In order to investigate the structural requirements for a cycloalkyl moiety in the potent hallucinogen 1-(1-phenylcyclohexyl)piperidine (PCP, 1), a series of structural analogues was synthesized in which the size of the cycloalkyl ring was varied from three carbons to eight carbons. Biological activities of these compounds were assessed in an in vitro assay (phencyclidine binding assay) and an in vivo assay (discriminative stimulus assay). As the cycloalkyl ring size decreased from that of cyclohexane (PCP), PCP-like activity declined in both assays, but as the cycloalkyl ring size became larger than cyclohexane, a sharp decline in PCP-like activity was observed in the in vivo assay, while activity in the in vitro assay was only slightly less than that of PCP. 1-(1-Phenylcyclooctyl)piperidine (8) had potent competitive binding properties in the in vitro binding assay but produced no observable PCP-like effects in the in vivo assay. The importance of the cycloalkyl ring in the structure of PCP was demonstrated by testing benzylpiperidine (2), which had almost no measurable activity in either assay.
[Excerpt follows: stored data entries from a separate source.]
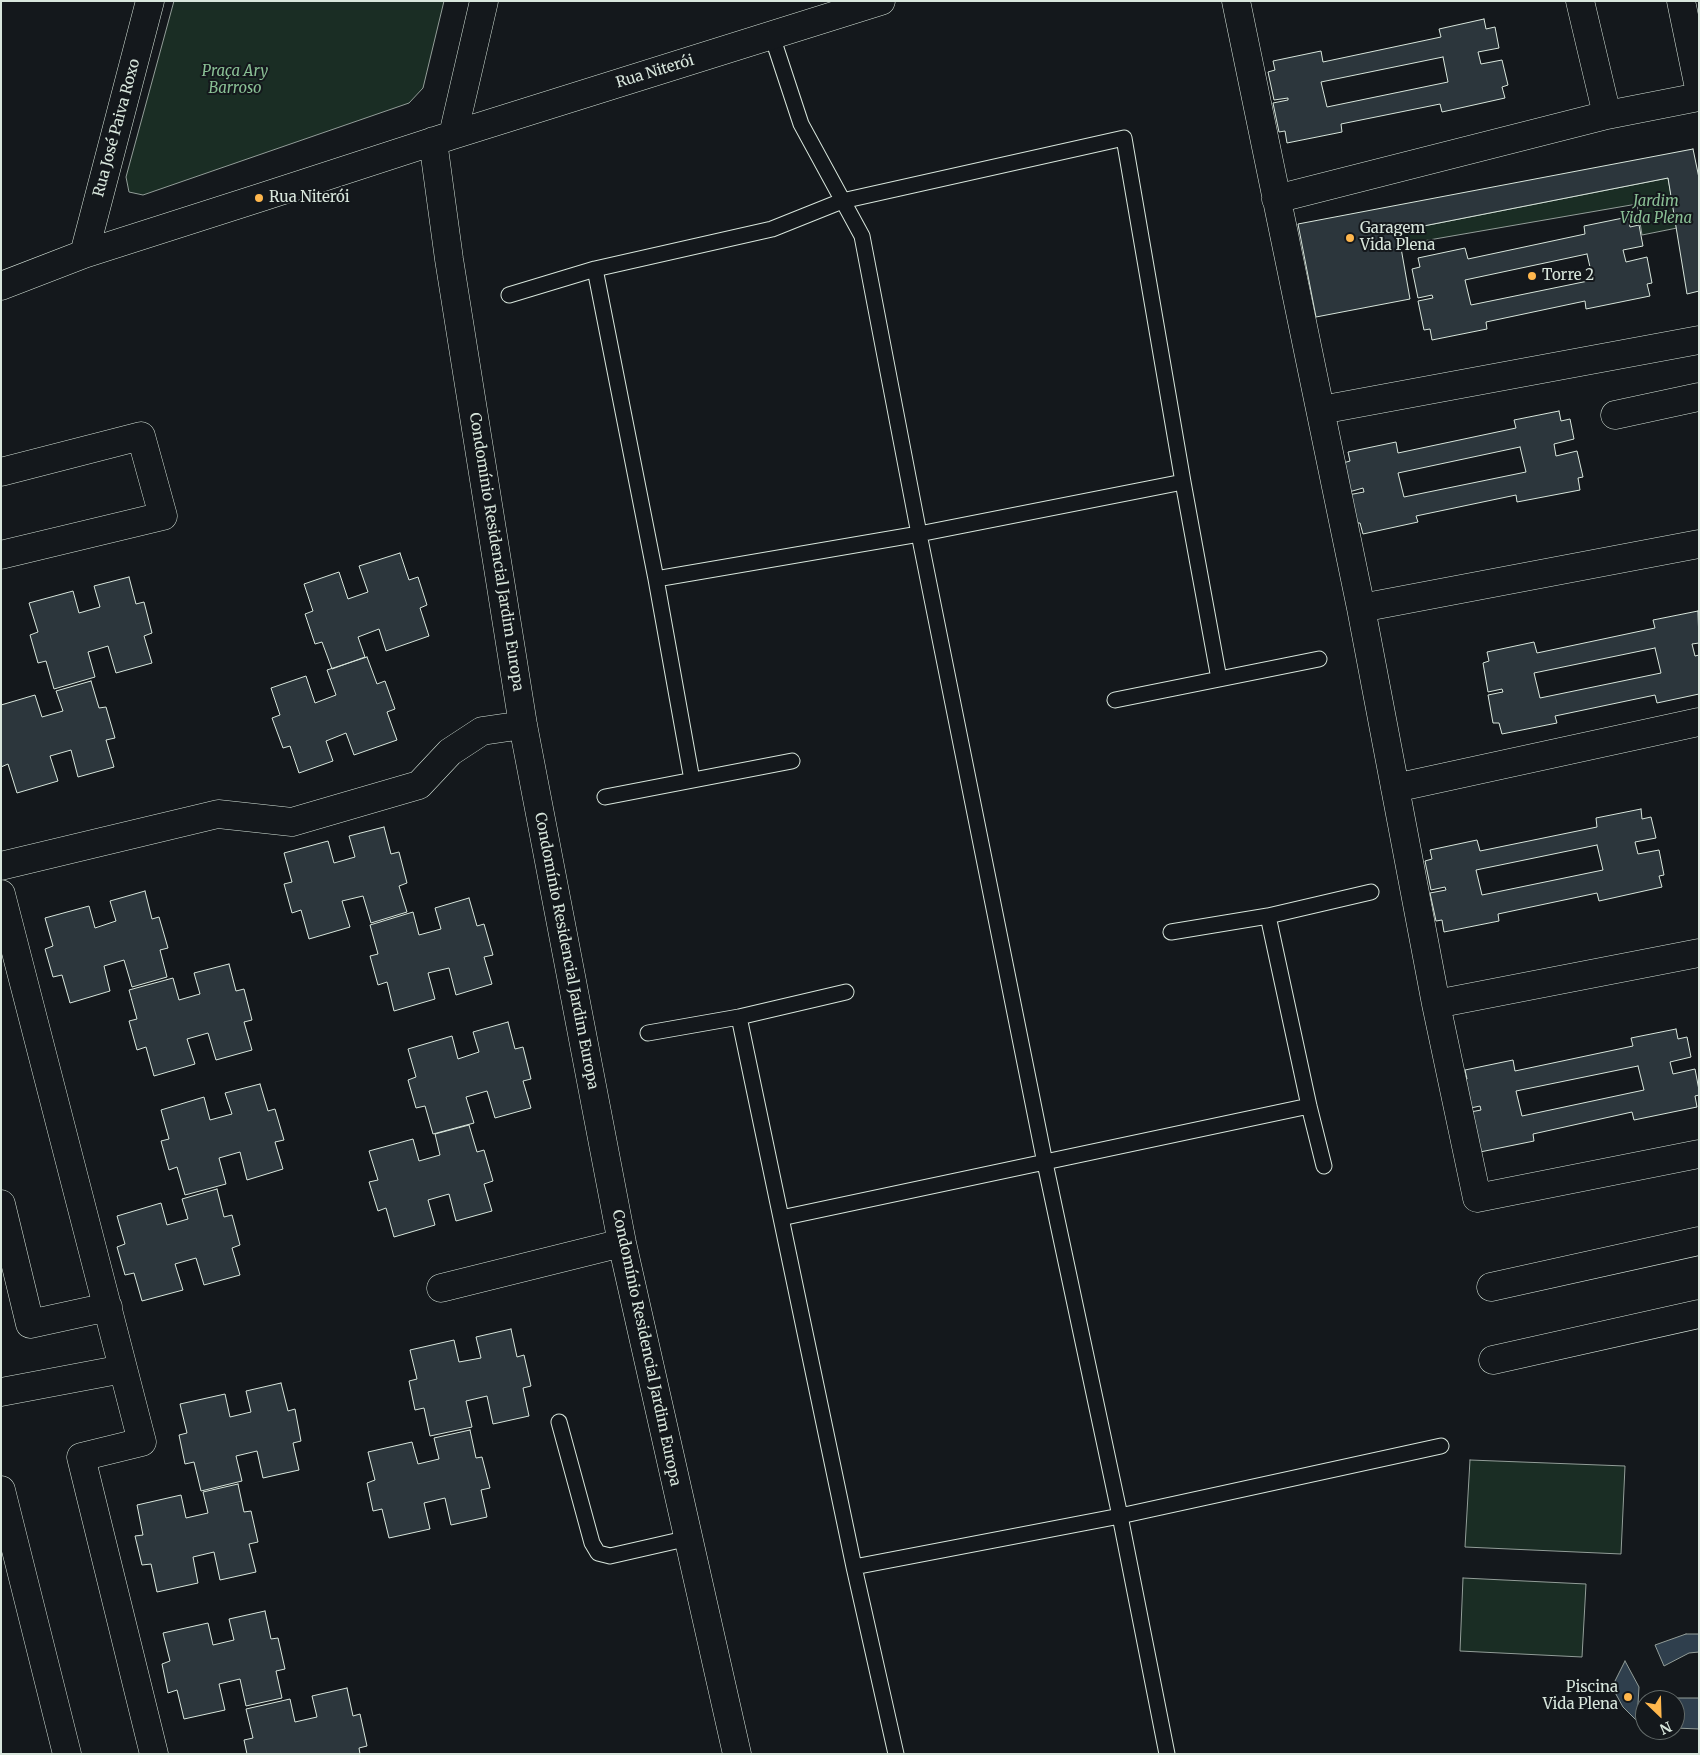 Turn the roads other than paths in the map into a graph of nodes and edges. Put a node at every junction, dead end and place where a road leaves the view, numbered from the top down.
1 (150, 1) edge
2 (484, 1) edge
3 (881, 1) edge
4 (1236, 1) edge
5 (1580, 1) edge
6 (1680, 1) edge
7 (772, 36) junction
8 (1699, 88) edge
9 (1699, 96) edge
10 (1607, 115) junction
11 (443, 138) junction
12 (1276, 200) junction
13 (842, 201) junction
14 (84, 254) junction
15 (595, 269) junction
16 (1, 286) edge
17 (509, 295) dead end
18 (1699, 340) edge
19 (1699, 397) edge
20 (1321, 410) junction
21 (1614, 415) dead end
22 (1, 472) edge
23 (1183, 482) junction
24 (919, 534) junction
25 (1699, 544) edge
26 (1, 555) edge
27 (656, 579) junction
28 (1362, 608) junction
29 (1319, 659) dead end
30 (1219, 679) junction
31 (1115, 700) dead end
32 (1699, 722) edge
33 (523, 725) junction
34 (792, 761) dead end
35 (692, 780) junction
36 (1396, 788) junction
37 (605, 797) dead end
38 (1, 866) edge
39 (1371, 892) dead end
40 (1, 894) edge
41 (1268, 916) junction
42 (1171, 932) dead end
43 (1699, 953) edge
44 (846, 992) dead end
45 (1436, 1004) junction
46 (739, 1017) junction
47 (648, 1033) dead end
48 (1309, 1106) junction
49 (1699, 1154) edge
50 (1045, 1163) junction
51 (1324, 1166) dead end
52 (1, 1204) edge
53 (781, 1218) junction
54 (1699, 1241) edge
55 (622, 1243) junction
56 (1491, 1287) dead end
57 (441, 1288) dead end
58 (108, 1307) junction
59 (1699, 1314) edge
60 (1493, 1360) dead end
61 (123, 1369) junction
62 (1, 1392) edge
63 (559, 1422) dead end
64 (1440, 1446) dead end
65 (1, 1490) edge
66 (1120, 1516) junction
67 (689, 1538) junction
68 (854, 1567) junction
69 (67, 1754) edge
70 (154, 1754) edge
71 (737, 1754) edge
72 (896, 1754) edge
73 (1167, 1754) edge

1 - 14 street, Rua José Paiva Roxo
2 - 11 street
3 - 7 street, Rua Niterói
4 - 12 street
5 - 10 street
6 - 8 street
7 - 11 street, Rua Niterói
7 - 13 lane
9 - 10 street
10 - 12 street
11 - 14 street, Rua Niterói
11 - 33 street, Condomínio Residencial Jardim Europa
12 - 20 street
13 - 15 lane
13 - 23 lane
13 - 24 lane
14 - 16 street, Rua Niterói
15 - 17 lane
15 - 27 lane
18 - 20 street
19 - 21 street
20 - 28 street
22 - 26 street
23 - 24 lane
23 - 30 lane
24 - 27 lane
24 - 50 lane
25 - 28 street
27 - 35 lane
28 - 36 street
29 - 30 lane
30 - 31 lane
32 - 36 street
33 - 38 street
33 - 55 street, Condomínio Residencial Jardim Europa
34 - 35 lane
35 - 37 lane
36 - 45 street
39 - 41 lane
40 - 58 street
41 - 42 lane
41 - 48 lane
43 - 45 street
44 - 46 lane
45 - 49 street
46 - 47 lane
46 - 53 lane
48 - 50 lane
48 - 51 lane
50 - 53 lane
50 - 66 lane
52 - 58 street
53 - 68 lane
54 - 56 street
55 - 57 street
55 - 67 street, Condomínio Residencial Jardim Europa
58 - 61 street
59 - 60 street
61 - 62 street
61 - 70 street
63 - 67 lane
64 - 66 lane
65 - 69 street
66 - 68 lane
66 - 73 lane
67 - 71 street, Condomínio Residencial Jardim Europa
68 - 72 lane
为了研究强效致幻剂1-(1-苯基环己基)哌啶(PCP,1)中环烷基部分的结构要求,合成了一系列结构类似物,其中环烷基环的大小从三个碳原子变化到八个碳原子。这些化合物的生物活性通过体外试验(苯环己哌啶结合试验)和体内试验(辨别刺激试验)进行评估。随着环烷基环的大小从环己烷(PCP)的大小减小,两种试验中PCP样活性均下降,但当环烷基环的大小大于环己烷时,体内试验中观察到PCP样活性急剧下降,而体外试验中的活性仅略低于PCP。1-(1-苯基辛基)哌啶(8)在体外结合试验中具有强效竞争性结合特性,但在体内试验中未产生可观察到的PCP样效应。通过测试苄基哌啶(2)证明了环烷基环在PCP结构中的重要性,苄基哌啶在两种试验中几乎均无可测量的活性。